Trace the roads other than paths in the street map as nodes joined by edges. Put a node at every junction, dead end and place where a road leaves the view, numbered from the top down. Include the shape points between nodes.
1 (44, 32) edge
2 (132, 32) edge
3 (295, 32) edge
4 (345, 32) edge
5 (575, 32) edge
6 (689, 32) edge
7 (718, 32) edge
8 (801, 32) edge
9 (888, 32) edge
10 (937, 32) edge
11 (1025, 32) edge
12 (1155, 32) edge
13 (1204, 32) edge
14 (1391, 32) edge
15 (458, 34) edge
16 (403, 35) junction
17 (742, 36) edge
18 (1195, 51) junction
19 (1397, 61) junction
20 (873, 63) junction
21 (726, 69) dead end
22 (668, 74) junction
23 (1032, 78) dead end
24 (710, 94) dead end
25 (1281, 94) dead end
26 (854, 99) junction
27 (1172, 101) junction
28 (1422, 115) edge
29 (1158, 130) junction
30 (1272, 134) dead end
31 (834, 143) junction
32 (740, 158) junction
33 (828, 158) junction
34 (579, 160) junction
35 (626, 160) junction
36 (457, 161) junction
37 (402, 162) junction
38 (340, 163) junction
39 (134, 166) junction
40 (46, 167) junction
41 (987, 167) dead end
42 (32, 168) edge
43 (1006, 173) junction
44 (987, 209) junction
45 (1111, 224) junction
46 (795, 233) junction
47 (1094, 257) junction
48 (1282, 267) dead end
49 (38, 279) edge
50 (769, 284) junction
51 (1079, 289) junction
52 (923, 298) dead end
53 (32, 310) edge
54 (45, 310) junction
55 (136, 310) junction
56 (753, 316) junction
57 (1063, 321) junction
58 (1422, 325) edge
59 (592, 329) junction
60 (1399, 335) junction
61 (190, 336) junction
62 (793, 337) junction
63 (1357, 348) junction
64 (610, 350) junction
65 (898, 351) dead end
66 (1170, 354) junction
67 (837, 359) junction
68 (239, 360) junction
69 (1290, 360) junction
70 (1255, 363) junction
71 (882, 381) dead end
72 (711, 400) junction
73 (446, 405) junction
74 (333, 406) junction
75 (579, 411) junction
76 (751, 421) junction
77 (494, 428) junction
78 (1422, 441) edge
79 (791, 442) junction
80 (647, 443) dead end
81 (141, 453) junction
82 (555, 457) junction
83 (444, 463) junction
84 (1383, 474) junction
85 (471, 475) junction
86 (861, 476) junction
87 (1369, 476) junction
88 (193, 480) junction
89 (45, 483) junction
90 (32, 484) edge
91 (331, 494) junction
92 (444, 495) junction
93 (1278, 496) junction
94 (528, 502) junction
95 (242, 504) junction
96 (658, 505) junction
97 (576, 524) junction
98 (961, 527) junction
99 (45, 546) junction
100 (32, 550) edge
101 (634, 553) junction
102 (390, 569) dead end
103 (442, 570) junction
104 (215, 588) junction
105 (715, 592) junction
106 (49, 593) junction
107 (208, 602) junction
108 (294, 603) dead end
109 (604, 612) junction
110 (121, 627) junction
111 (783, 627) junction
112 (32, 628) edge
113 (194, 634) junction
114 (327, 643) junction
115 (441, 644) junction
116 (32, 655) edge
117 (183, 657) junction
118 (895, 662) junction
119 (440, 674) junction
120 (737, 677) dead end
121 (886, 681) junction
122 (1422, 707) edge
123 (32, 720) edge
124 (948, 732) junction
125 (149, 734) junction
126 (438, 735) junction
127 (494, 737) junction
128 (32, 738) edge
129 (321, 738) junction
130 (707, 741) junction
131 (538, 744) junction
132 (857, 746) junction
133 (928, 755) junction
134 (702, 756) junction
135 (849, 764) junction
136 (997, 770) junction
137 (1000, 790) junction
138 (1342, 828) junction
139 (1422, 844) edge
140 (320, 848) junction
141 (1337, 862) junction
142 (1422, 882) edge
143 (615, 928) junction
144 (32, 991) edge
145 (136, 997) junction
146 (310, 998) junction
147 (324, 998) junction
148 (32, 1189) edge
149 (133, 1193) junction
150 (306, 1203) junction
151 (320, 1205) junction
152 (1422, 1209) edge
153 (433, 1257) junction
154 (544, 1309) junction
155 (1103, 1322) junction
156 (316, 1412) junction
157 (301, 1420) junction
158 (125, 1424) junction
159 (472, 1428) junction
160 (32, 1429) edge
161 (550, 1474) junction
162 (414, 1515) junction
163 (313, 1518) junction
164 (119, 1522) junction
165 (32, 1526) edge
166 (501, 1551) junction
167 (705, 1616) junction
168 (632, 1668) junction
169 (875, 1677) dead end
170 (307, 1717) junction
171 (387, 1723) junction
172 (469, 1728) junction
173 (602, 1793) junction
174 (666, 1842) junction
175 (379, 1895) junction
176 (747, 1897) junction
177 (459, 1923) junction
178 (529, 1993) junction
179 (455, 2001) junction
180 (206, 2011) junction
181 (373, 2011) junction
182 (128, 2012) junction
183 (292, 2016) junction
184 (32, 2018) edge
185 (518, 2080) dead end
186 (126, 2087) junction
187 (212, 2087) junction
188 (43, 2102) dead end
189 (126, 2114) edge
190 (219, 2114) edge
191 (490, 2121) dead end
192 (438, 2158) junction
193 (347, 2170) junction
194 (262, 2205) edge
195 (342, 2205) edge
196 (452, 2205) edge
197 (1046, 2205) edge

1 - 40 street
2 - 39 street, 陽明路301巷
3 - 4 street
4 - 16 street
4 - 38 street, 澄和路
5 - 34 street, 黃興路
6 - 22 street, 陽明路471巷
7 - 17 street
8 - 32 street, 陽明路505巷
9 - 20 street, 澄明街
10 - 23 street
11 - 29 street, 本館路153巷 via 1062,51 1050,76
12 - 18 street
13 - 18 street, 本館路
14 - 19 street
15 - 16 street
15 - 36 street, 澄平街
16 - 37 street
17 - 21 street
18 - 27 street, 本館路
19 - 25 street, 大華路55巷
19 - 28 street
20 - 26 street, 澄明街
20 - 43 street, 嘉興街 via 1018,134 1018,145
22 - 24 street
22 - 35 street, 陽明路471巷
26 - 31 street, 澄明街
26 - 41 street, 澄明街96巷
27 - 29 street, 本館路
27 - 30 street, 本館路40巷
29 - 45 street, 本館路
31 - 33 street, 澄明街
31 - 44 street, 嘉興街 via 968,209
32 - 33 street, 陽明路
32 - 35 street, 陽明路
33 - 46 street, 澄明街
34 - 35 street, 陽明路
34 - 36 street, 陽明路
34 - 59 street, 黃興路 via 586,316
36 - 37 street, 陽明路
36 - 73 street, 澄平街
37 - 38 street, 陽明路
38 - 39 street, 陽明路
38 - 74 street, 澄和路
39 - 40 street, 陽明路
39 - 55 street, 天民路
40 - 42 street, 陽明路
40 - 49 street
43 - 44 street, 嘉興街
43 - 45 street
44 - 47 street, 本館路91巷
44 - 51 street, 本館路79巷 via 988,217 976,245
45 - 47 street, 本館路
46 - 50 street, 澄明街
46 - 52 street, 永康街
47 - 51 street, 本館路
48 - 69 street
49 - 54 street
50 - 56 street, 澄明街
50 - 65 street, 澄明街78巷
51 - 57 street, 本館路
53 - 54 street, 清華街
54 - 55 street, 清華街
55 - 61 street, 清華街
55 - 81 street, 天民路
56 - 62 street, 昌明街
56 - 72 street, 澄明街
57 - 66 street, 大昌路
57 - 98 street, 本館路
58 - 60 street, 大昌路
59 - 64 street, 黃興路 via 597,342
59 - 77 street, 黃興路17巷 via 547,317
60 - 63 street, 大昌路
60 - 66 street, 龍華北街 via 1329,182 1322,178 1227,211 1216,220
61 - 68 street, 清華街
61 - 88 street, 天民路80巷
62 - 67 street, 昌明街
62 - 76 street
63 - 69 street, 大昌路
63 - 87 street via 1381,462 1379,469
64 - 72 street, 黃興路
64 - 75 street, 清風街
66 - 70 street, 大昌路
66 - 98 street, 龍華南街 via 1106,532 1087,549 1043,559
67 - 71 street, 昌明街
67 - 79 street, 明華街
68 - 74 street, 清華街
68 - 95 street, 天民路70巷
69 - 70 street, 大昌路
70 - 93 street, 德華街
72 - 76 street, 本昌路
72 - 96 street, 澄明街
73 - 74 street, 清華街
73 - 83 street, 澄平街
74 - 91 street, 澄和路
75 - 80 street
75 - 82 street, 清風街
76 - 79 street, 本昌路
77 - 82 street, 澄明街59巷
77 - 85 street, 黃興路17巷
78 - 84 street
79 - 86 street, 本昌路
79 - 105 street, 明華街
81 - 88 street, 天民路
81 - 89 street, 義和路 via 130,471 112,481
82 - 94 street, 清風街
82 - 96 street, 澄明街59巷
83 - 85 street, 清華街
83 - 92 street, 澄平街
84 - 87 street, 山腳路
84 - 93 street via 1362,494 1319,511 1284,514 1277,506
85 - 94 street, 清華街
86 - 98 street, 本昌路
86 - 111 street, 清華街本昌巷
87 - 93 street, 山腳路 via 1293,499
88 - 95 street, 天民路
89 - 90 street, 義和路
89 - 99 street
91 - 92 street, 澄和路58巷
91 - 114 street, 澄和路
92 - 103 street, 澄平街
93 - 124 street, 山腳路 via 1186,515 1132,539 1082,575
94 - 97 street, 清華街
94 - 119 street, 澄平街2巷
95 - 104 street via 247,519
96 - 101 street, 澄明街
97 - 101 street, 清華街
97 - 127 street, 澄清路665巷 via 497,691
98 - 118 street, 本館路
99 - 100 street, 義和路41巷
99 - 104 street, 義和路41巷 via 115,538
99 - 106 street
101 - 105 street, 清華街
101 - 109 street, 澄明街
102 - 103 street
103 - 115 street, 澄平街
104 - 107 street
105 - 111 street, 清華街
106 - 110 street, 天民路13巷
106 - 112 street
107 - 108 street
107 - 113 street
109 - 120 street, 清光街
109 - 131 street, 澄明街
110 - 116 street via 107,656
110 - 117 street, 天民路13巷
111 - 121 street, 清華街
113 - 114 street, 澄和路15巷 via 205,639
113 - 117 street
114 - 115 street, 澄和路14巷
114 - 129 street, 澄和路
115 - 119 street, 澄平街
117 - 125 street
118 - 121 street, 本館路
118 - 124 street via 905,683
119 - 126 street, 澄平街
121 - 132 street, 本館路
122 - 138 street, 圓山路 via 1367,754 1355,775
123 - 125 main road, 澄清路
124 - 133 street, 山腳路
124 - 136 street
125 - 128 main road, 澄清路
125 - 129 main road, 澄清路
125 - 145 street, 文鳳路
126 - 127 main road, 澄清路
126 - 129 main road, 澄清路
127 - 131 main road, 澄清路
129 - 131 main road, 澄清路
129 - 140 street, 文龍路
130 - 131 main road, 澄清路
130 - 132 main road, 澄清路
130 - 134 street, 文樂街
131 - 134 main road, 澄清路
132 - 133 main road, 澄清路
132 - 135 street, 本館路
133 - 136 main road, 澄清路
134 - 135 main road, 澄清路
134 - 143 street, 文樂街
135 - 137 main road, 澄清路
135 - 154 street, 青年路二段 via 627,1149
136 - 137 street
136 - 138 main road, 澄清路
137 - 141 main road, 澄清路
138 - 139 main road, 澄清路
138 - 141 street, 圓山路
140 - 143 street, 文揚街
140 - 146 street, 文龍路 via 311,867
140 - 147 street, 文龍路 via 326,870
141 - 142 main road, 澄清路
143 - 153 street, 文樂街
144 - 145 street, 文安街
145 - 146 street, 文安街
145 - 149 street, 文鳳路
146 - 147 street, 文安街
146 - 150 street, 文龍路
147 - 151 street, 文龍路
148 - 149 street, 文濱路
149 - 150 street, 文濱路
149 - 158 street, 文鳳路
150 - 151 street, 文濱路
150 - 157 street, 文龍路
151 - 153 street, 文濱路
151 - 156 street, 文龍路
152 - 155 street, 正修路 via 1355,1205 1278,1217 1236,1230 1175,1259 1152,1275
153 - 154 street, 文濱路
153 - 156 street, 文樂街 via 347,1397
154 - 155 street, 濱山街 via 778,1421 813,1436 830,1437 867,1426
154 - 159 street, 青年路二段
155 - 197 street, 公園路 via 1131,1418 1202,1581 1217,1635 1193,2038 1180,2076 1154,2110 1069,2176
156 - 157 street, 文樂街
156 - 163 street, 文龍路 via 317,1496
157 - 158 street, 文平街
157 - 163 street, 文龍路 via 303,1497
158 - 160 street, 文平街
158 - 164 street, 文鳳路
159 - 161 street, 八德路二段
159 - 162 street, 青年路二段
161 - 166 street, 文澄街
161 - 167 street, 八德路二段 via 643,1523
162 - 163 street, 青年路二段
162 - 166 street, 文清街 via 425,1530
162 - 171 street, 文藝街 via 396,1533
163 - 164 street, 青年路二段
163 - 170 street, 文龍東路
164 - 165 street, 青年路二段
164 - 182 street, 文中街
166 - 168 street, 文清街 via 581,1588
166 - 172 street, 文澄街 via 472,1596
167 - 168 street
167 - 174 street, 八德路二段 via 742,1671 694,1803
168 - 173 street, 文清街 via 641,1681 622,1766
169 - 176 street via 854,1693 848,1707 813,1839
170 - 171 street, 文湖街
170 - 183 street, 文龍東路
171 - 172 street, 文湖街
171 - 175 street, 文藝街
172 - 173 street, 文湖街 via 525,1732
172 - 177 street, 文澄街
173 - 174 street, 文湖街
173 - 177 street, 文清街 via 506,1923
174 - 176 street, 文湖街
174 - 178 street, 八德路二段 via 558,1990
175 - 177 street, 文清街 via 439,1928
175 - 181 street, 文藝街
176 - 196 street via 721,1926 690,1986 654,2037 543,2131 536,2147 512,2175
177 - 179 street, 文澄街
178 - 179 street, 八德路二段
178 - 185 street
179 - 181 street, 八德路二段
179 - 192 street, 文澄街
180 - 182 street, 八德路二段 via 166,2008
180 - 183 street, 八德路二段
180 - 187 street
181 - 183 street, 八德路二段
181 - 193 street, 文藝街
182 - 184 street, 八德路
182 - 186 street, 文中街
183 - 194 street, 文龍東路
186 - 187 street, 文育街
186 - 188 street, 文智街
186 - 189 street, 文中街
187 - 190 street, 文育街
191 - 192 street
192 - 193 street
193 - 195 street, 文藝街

◇ ◇ ◇ ◇ ◇

■ ASSIGNED TASK
Go through the records above, find every line with the word "文龍東路", and list those lines.

■ SOLUTION TO THE EXERCISE
163 - 170 street, 文龍東路
170 - 183 street, 文龍東路
183 - 194 street, 文龍東路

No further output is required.